Four poems from the collection After the Word
“When a wife . . . goeth aside and is defiled; or when the spirit of jealousy come upon a man, and he be jealous over his wife; then shall he set the woman before the Lord, and the priest shall execute upon her all this law . . .” –Numbers 5:29
But is it really her fault? It depends who the story belongs to, or how it started, anyway. It made sense for her to live in the extra room of the guy she knew at work. It saved money she really needed. And they’d hit it off from the beginning— smart, funny, he liked the same music she did. She tried to resist at first, but he kept coming on. What could she do? Okay, keep her clothes on. But by then it was already too late. The problem started with the very part that makes us human. Why couldn’t her husband have a job that would let her stay home anyway? Trouble is, she wanted that job in the next state. She didn’t like the travel, but once she was there . . . everyone at work liked her, and she had so much in common with that guy. No one was surprised. Not even the husband when he thought about it. He was glad for the law that was holy; he didn’t know it at the time, but now he believed.
The One I Love
“He’s a cold wind” the book says. And He’s supposed to be a friend, but that depends on the angle. From here it’s a blank idea with no temperature. Yes, I know that’s wrong; just, the temperature isn’t measured. It’s like the child in the coloring book— white and expressionless, but ready to smile if I can find the right colors and words to explain. Something about the blue sky and the one I love makes this the center everyone wants to find. I know He’s more reliable than I am, and you always liked his looks, whatever they are. Not that his demeanor is a factor; but maybe it is. Another thing I’ve never understood. Last week was hot and sweaty before the front blew in to clarify the surroundings and make another life, and no one’s recognizable anymore. Even now the time we’ve hoped for is coming. I say I’m ready, but the moment won’t last.

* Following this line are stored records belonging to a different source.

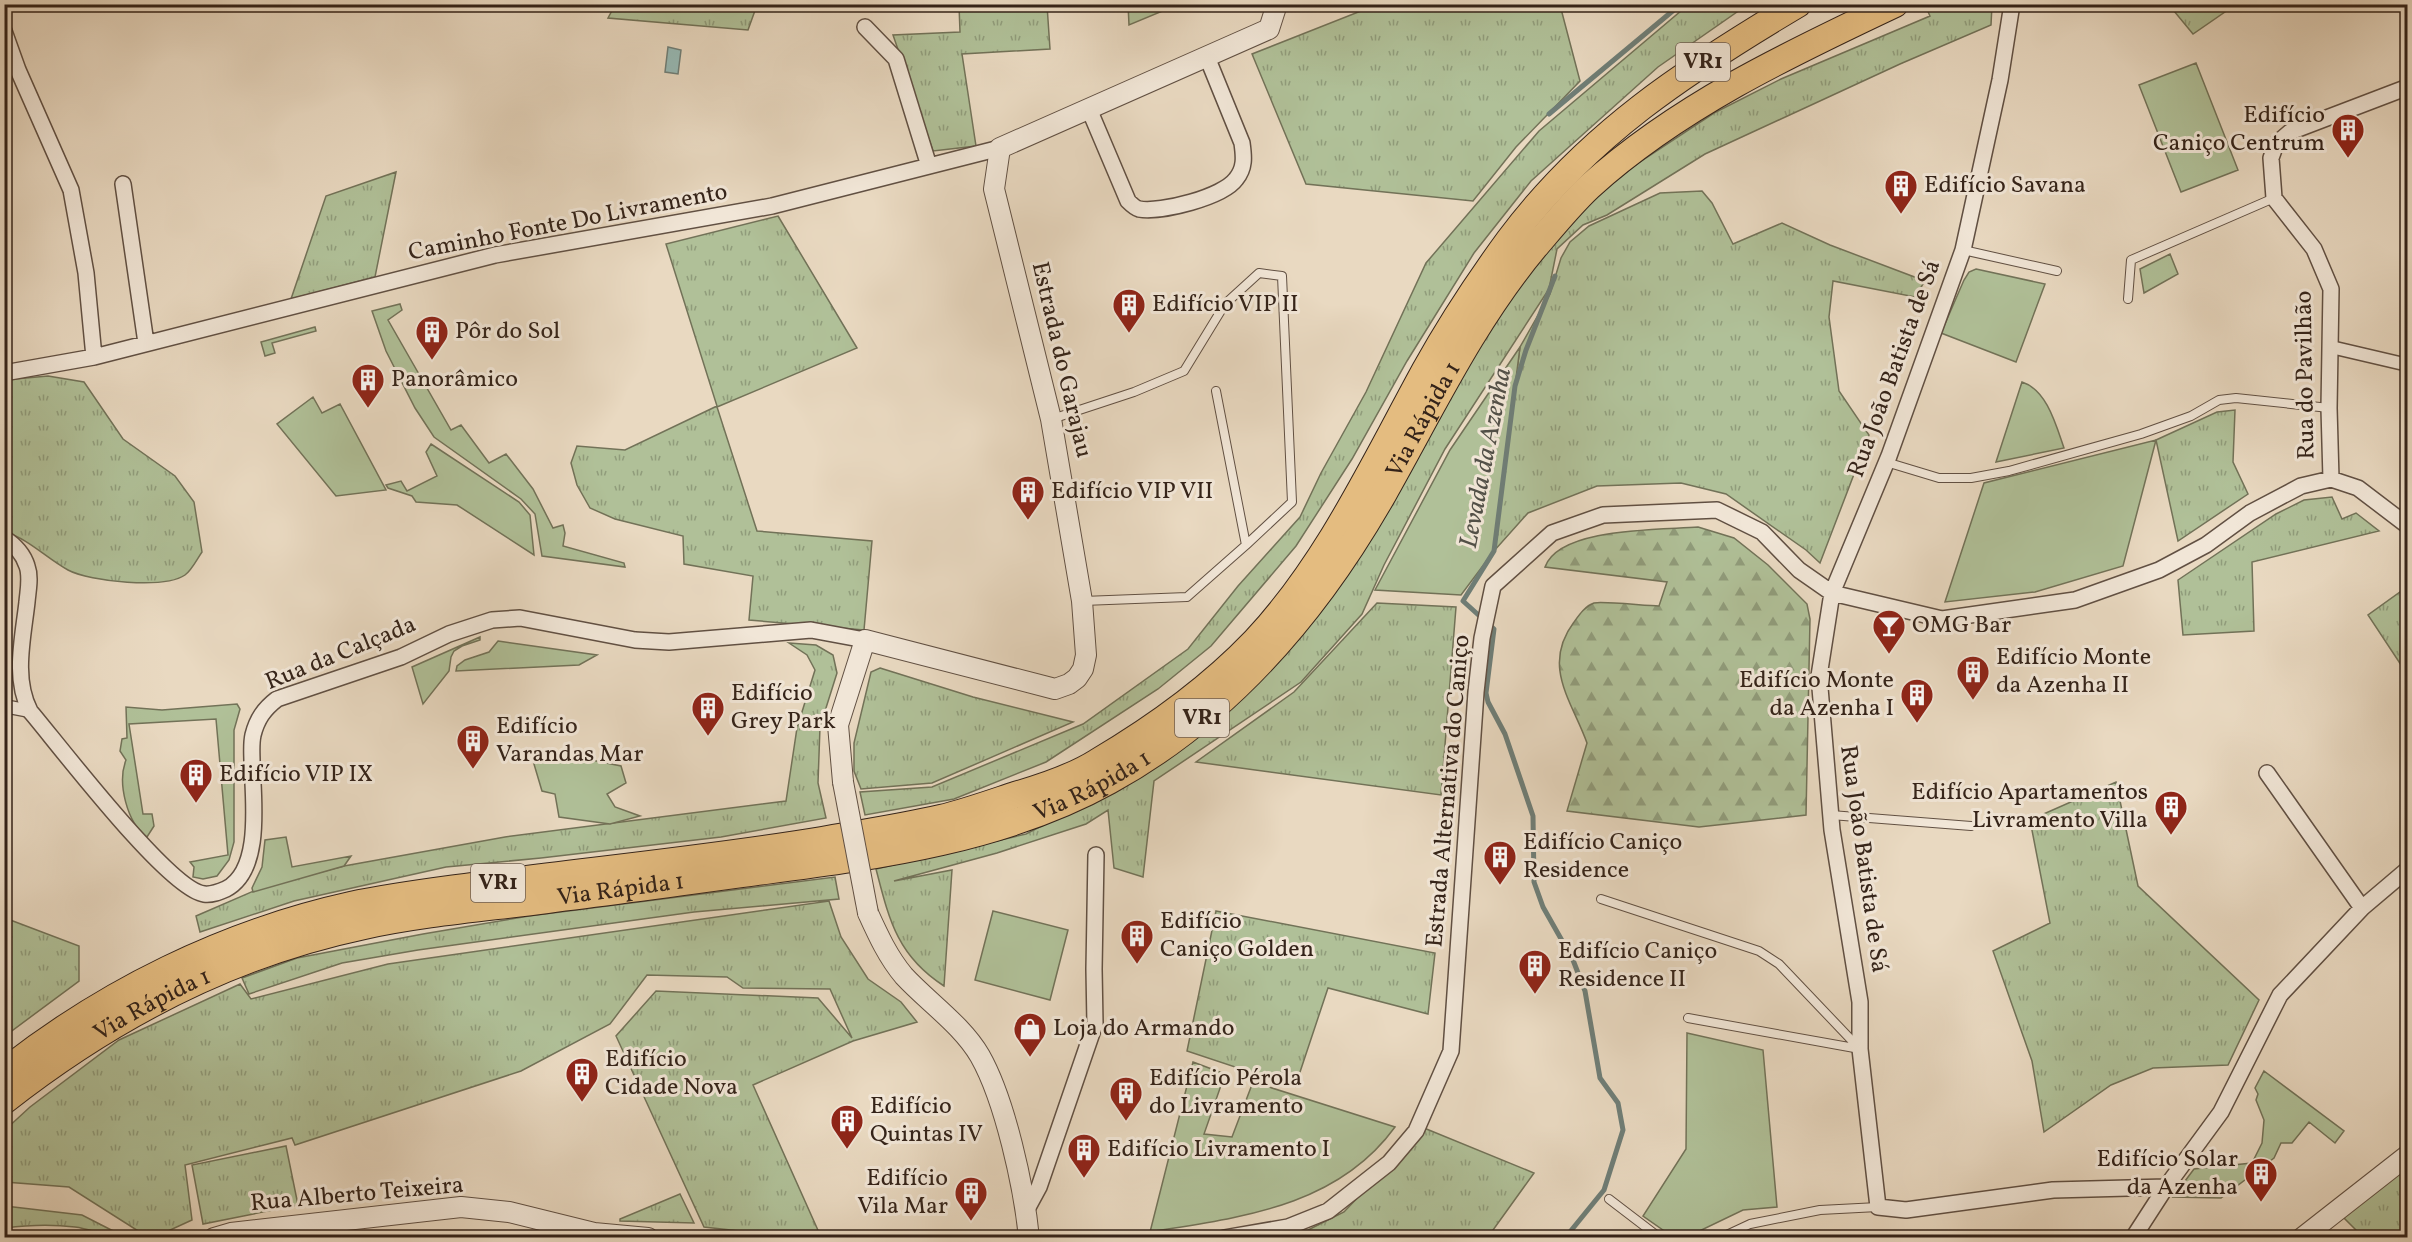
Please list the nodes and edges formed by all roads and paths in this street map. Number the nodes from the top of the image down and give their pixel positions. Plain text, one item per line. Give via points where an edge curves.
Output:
1 (1276, 4) edge
2 (1798, 4) edge
3 (1895, 4) edge
4 (2012, 4) edge
5 (865, 27) dead end
6 (4, 31) edge
7 (1207, 57) junction
8 (2408, 87) edge
9 (1089, 109) junction
10 (1000, 148) junction
11 (929, 166) junction
12 (123, 184) dead end
13 (2274, 198) junction
14 (1963, 250) junction
15 (2057, 271) dead end
16 (2128, 299) dead end
17 (146, 343) junction
18 (2331, 347) junction
19 (94, 357) junction
20 (2408, 365) edge
21 (4, 373) edge
22 (1216, 391) dead end
23 (2329, 408) junction
24 (1052, 419) junction
25 (1886, 462) junction
26 (2331, 479) junction
27 (2408, 526) edge
28 (4, 538) edge
29 (1246, 545) junction
30 (1832, 593) junction
31 (1082, 601) junction
32 (865, 640) junction
33 (4, 706) edge
34 (30, 711) junction
35 (2266, 773) dead end
36 (1831, 816) junction
37 (1971, 826) dead end
38 (1096, 855) dead end
39 (2408, 868) edge
40 (1601, 899) dead end
41 (2362, 908) junction
42 (223, 957) junction
43 (1688, 1017) dead end
44 (1860, 1049) junction
45 (22, 1068) edge
46 (4, 1101) edge
47 (2408, 1155) edge
48 (2166, 1187) junction
49 (1609, 1199) dead end
50 (1878, 1207) junction
51 (1026, 1211) junction
52 (214, 1238) edge
53 (648, 1238) edge
54 (1029, 1238) edge
55 (1224, 1238) edge
56 (1660, 1238) edge
57 (1720, 1238) edge
58 (2133, 1238) edge
59 (2302, 1238) edge

1 - 7 street via 1269,29
2 - 42 highway, Via Rápida 1 / VR1 via 1686,73 1612,128 1565,176 1512,236 1472,294 1428,366 1363,488 1281,608 1254,641 1195,694 1092,766 1035,789 936,819 782,846 362,903 301,918
3 - 42 highway, Via Rápida 1 / VR1 via 1706,103 1632,151 1585,190 1531,252 1490,309 1383,495 1336,572 1301,619 1227,697 1158,751 1106,783 1027,816 926,845 788,868 420,916
4 - 14 street, Rua João Batista de Sá via 2000,80
5 - 11 street via 896,59
6 - 19 street via 71,190 85,264
7 - 9 street
7 - 9 street via 1244,153 1237,178 1221,192 1178,206 1139,209 1132,205
8 - 13 street via 2290,132 2276,144 2271,158
9 - 10 street
10 - 11 street, Caminho Fonte Do Livramento
10 - 24 street, Estrada do Garajau via 994,189
11 - 17 street, Caminho Fonte Do Livramento via 772,206 495,255
12 - 17 street
13 - 16 lane via 2131,260
13 - 18 street, Rua do Pavilhão via 2314,249 2331,289
14 - 15 lane
14 - 25 street, Rua João Batista de Sá
17 - 19 street, Caminho Fonte Do Livramento
18 - 20 street
18 - 23 street, Rua do Pavilhão
19 - 21 street, Caminho Fonte Do Livramento
22 - 29 lane
23 - 25 lane via 2236,398 2219,400 2191,416 2141,434 1971,478 1939,478
23 - 26 street, Rua do Pavilhão
24 - 29 lane via 1134,392 1184,370 1225,304 1259,273 1282,276 1292,502
24 - 31 street, Estrada do Garajau
25 - 30 street, Rua João Batista de Sá
26 - 27 street via 2358,488
26 - 30 street, Estrada Alternativa do Caniço via 2301,486 2159,570 2075,600 1942,619
28 - 34 street, Rua da Calçada via 16,546 30,577 20,668
29 - 31 lane via 1187,597
30 - 36 street, Rua João Batista de Sá via 1819,676
30 - 55 street, Estrada Alternativa do Caniço via 1799,570 1762,532 1717,510 1603,515 1552,533 1493,586 1476,692 1451,1051 1416,1131 1389,1163 1328,1211 1288,1227
31 - 32 street, Estrada do Garajau via 1086,655 1083,669 1069,684 1055,689
32 - 34 street, Rua da Calçada via 812,630 669,642 635,640 520,618 492,620 449,634 401,657 277,699 263,711 252,738 254,816 249,861 239,879 212,894 193,891 150,855
32 - 51 street, bridge via 838,725 843,782 868,913 887,954 904,976 959,1030 979,1056 1000,1107
33 - 34 street
35 - 41 street
36 - 37 lane
36 - 44 street, Rua João Batista de Sá via 1860,1002
38 - 51 street via 1095,1024 1039,1187
39 - 41 street
40 - 44 lane via 1759,951 1779,964
41 - 48 street via 2280,995 2221,1112
42 - 45 highway, Via Rápida 1 / VR1 via 187,985 73,1049
43 - 44 lane
44 - 50 street, Rua João Batista de Sá
45 - 46 highway, Via Rápida 1 / VR1
47 - 59 street
48 - 50 street via 2053,1190 1906,1210
48 - 58 street
49 - 56 lane
50 - 57 lane via 1820,1210 1750,1224
51 - 54 street
52 - 53 street, Rua Alberto Teixeira via 461,1207 509,1212 594,1233

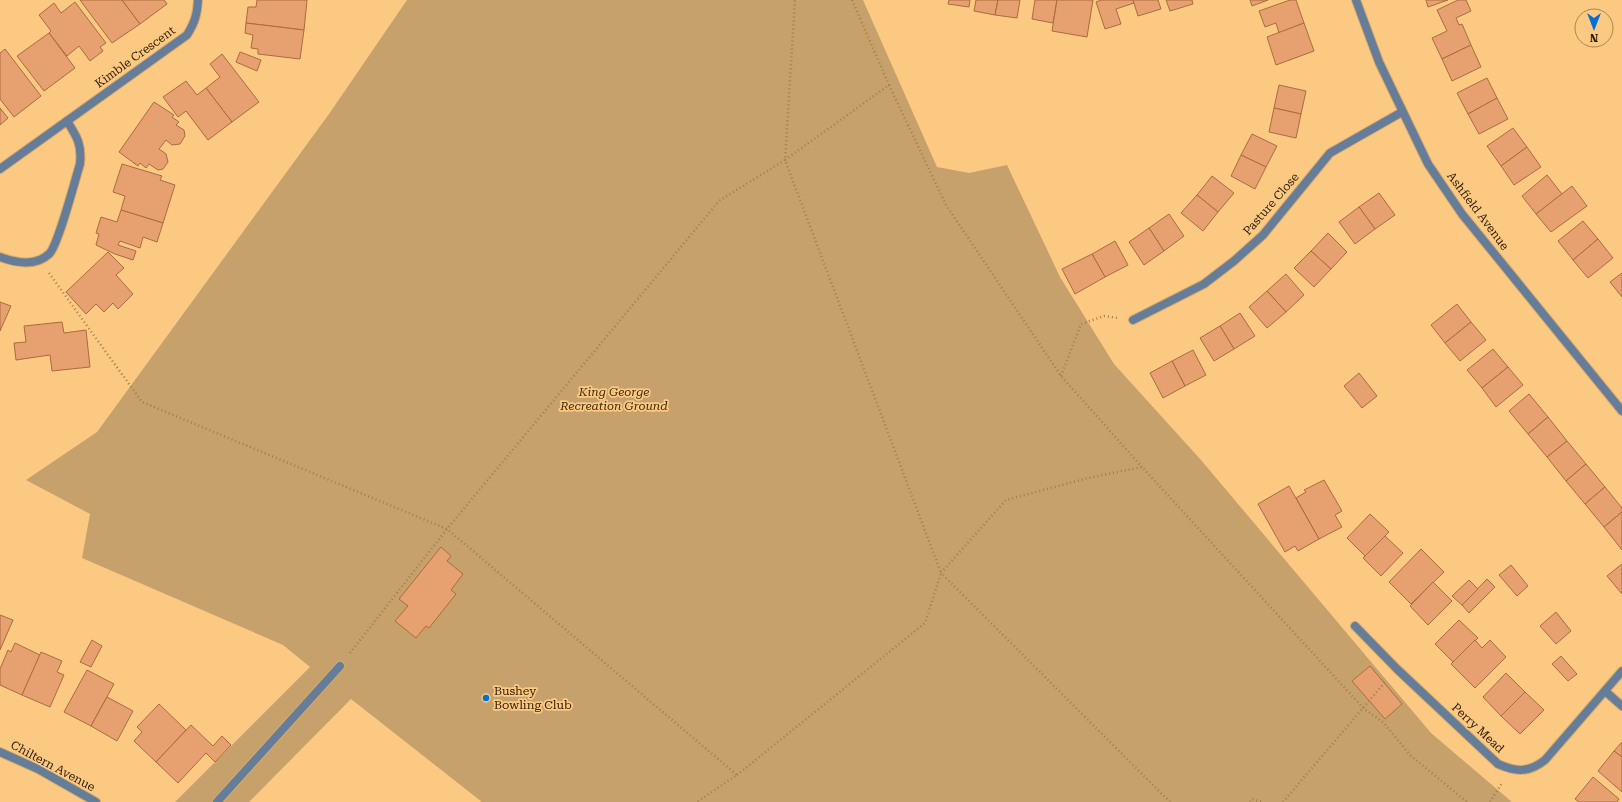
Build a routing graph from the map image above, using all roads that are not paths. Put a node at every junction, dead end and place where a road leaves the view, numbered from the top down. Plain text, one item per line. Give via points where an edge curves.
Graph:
1 (198, 0) edge
2 (1356, 0) edge
3 (1402, 112) junction
4 (67, 121) junction
5 (0, 169) edge
6 (0, 257) edge
7 (1133, 320) road end
8 (1622, 411) edge
9 (1355, 626) dead end
10 (340, 666) road end
11 (1622, 671) edge
12 (1605, 691) junction
13 (1622, 706) edge
14 (0, 752) edge
15 (96, 802) edge
16 (216, 802) edge

1 - 4 street, Kimble Crescent via 194,24 186,35
2 - 3 street, Ashfield Avenue via 1379,62
3 - 7 street, Pasture Close via 1330,153 1263,235 1234,261 1204,284
3 - 8 street, Ashfield Avenue via 1428,164 1462,214
4 - 5 street, Kimble Crescent
4 - 6 street via 80,143 80,164 50,254 29,263 14,262
9 - 12 street, Perry Mead via 1498,764 1510,769 1528,770 1538,766
10 - 16 street
11 - 12 street, Perry Mead
12 - 13 street
14 - 15 street, Chiltern Avenue via 38,769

Nothing does, and this time when the phone rings I’m going to answer.
“I will not take a thread nor a shoe-hatchet nor naught that is thine lest thou shouldst say, I have made Abram rich; save only that which the young men have eaten, and the portion of the men that went with me . . . let them take their portion.”—Genesis 14:230
Sure, the ones who came along deserve food. They must be attended. There’s another war perched on the next page. Don’t I understand? Not even close. The politics here fill all the machines, and I keep thinking I ought to pay attention. I do, but imperfectly, always hoping for better– the basketball game tonight; warm spring weather; a woman calling with news I like. Meanwhile more and more leaks away, and I barely remember why I’m here. This is supposed to be the explanation, but the point keeps getting lost. Still, I’ve got enough right here to get through the day, right? So I might as well enjoy it.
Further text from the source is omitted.